Jean-François Jaussaud’s photograph (2000) of Bourgeois at her desk in her office at home in Chelsea , New York © The Easton Foundation/VAGA at ARS, NY. Photo: © Jean-François Jaussaud

The photographer Jean-François Jaussaud made a perilous pact with Louise Bourgeois when he asked to take her photograph in 1994. “Louise was difficult, and she put a condition on my work. She said: ‘If I don’t like your pictures, I can destroy everything. If you agree to that, you can do the pictures.’”

It was a big risk. Jaussaud eventually made the journey to New York from Paris in April 1995, armed with a commission from the magazine Connaissance des Arts. And the shoot in Bourgeois’s Brooklyn studio started rockily. He hadp set up a dynamic shot-—“with an assistant, lights, the flash, everything”—with Bourgeois and her sculpture Eyes (1995), two orbs that, like so many of her works, elide vision with sexual organs. “But then, when she came for the portrait, she just didn’t feel good. She said it would not be possible.” She even told him he was “stealing” her image and left the room. Jaussaud feared the worst, but five minutes later Bourgeois was back, this time donning a white baseball cap. “She said: ‘Now I am protected you can do the picture.’ And she was smiling.”

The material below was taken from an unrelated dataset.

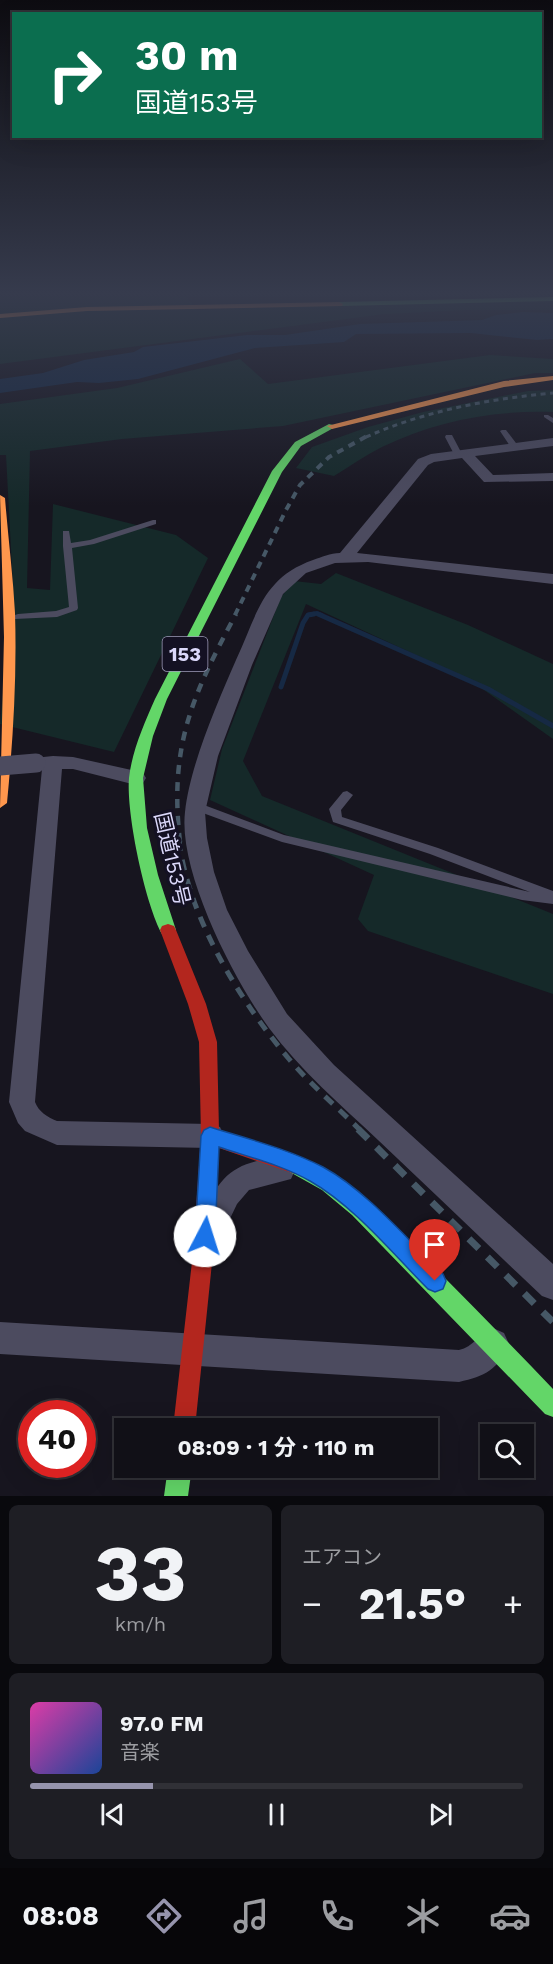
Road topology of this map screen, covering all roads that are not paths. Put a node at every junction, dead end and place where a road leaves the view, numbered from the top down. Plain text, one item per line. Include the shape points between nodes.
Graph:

Fortunately, when he showed her the pictures, “she loved them”, he says. “And she invited me to return: ‘You can come back when you want.’” Bourgeois never again asked to approve one of Jaussaud’s photographs, and over the following 11 years, whenever he was in New York, he would visit her at the studio or her home in Chelsea. He would telephone early in the morning, before the staff arrived. If she agreed, they would spend five minutes chatting before Jaussaud wandered at will. “I was in the house all day and she would be working,” he recalls. “Sometimes she came and I’d do a portrait, sometimes she was looking at what I was doing, sometimes I was just alone.”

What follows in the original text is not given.